*** EXERCISE DATA ***

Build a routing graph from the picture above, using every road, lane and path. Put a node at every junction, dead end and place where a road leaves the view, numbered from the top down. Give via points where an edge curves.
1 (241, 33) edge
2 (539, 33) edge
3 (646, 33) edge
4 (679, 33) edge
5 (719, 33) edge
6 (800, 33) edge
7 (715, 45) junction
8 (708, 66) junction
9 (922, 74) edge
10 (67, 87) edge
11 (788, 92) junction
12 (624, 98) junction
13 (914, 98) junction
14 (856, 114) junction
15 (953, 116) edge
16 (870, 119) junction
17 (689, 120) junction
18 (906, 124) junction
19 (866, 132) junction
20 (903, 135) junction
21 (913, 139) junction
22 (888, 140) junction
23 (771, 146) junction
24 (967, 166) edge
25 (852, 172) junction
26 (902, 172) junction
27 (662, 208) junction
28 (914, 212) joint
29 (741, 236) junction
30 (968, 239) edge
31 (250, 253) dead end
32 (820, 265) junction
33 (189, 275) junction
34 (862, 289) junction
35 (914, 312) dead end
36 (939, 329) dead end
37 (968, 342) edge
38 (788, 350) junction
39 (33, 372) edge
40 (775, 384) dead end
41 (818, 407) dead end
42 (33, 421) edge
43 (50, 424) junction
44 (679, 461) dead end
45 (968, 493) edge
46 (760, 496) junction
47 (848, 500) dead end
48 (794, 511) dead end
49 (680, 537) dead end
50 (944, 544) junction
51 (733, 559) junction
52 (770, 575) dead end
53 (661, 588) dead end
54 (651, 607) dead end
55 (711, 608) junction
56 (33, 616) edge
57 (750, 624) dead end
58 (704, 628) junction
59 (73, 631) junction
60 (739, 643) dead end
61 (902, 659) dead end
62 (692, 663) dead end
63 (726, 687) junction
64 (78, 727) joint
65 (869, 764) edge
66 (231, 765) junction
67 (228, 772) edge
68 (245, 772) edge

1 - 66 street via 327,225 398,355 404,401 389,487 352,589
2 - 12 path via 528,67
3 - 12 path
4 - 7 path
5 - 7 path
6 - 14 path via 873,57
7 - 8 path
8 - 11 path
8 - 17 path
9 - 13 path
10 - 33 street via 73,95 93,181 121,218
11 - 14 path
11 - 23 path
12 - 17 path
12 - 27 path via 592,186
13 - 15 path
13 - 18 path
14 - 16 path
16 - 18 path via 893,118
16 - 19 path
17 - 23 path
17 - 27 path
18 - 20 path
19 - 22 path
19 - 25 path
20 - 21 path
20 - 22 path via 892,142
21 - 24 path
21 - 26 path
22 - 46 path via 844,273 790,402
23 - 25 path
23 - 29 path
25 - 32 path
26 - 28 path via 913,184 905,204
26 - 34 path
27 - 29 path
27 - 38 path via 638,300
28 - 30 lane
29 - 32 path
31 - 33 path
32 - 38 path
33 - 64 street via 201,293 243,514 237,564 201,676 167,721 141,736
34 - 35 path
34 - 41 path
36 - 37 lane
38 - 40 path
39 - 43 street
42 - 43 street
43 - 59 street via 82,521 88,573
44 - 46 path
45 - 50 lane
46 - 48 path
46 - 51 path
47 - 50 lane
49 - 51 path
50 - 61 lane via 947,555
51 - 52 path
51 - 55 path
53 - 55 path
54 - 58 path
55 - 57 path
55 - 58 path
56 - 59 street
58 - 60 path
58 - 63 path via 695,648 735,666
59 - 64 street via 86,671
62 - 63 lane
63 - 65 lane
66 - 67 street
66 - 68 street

*** End of EXERCISE DATA ***

Read through the entries above and copy each line that has the string "street" in it.

OUTPUT OF THE TASK |
1 - 66 street via 327,225 398,355 404,401 389,487 352,589
10 - 33 street via 73,95 93,181 121,218
33 - 64 street via 201,293 243,514 237,564 201,676 167,721 141,736
39 - 43 street
42 - 43 street
43 - 59 street via 82,521 88,573
56 - 59 street
59 - 64 street via 86,671
66 - 67 street
66 - 68 street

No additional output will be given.